I Know. I'm late. This is one of my charms...okay, biggest pains...I'm a late bloomer:)

(Beside being Queen of the typos)

But World building is a huge part of EVERY story. Not just Sci-Fi or Fantasy. Even if your story takes place somewhere like, say, New York City. I've never been there. *shakes head and sighs* I know, right?

So if I have never been to the world of your story, you better do a good job of helping me experience my vacation to your world.
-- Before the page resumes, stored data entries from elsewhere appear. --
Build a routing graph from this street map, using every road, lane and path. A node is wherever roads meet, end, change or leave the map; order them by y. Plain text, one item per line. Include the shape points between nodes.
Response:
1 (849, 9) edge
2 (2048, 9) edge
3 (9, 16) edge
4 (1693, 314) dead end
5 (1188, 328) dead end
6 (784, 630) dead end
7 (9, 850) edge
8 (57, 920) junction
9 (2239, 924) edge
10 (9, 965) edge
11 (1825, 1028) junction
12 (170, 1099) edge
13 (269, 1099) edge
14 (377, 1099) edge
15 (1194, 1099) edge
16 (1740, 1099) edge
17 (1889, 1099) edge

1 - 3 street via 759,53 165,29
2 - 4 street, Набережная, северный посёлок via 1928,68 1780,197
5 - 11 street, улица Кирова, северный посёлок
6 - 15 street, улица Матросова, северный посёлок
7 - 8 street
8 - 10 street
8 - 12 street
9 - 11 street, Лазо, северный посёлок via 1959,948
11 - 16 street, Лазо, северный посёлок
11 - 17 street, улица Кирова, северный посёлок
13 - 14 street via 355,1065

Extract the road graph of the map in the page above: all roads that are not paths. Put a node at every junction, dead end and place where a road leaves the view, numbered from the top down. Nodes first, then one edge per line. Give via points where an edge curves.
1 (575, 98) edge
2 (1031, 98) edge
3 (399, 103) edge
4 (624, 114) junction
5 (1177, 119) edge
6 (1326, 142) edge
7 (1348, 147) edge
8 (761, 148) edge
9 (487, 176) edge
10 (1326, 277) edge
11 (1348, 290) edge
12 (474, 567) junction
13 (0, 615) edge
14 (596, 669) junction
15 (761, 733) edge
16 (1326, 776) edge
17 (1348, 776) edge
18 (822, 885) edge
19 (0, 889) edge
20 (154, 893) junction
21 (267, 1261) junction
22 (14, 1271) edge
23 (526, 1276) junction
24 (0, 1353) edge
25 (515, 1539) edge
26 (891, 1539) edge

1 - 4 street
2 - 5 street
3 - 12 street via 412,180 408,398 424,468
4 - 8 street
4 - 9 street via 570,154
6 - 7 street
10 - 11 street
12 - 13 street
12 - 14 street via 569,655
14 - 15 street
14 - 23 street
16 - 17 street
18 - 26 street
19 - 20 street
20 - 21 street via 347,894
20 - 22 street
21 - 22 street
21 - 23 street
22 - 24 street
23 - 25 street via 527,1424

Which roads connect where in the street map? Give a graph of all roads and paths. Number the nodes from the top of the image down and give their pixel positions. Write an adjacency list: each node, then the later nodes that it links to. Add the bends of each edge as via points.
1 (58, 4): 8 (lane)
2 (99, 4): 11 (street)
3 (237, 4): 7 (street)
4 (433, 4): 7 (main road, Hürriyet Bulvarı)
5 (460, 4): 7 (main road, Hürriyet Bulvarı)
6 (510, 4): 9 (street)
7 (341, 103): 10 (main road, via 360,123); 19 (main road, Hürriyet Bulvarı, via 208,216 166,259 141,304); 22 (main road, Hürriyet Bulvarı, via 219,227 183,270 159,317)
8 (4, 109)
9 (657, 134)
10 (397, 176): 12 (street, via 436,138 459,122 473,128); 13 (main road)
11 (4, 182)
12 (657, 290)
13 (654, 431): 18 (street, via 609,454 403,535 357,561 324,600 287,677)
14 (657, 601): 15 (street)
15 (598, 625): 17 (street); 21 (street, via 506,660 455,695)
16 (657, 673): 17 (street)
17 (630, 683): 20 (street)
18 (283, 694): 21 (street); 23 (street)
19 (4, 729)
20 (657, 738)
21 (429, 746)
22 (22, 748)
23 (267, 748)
For the blog fest I am taking part of, here at Sharon Bayliss's blog, the first entry is all about the geography. Describe it, use a picture, talk about the weather, or other ideas to help the reader get a feel for the world you are writing about in your manuscript. I opted to use some pictures I found on Flickr Creative Commons. Thank you, by the way, to all the wonderful photographers who put their work out there for us to use.

Flickr link
This photo shows what my world looks like to an outsider, gazing up to my spectacular MC's city. It's beautiful, isn't it?

Flickr link
This photo is what it looks like when my MC travels to the world of the 2nd MC. Looks scary, I know. But really, it's not. You can see she has made contact and the trip was successful. (she's the white spot...)

And last,
Flickr link

This is the world my 2nd MC lives. This is the favorite meeting spot of everyone in town. They call it the wishing well, but there's really no well. It's a decorative fountain.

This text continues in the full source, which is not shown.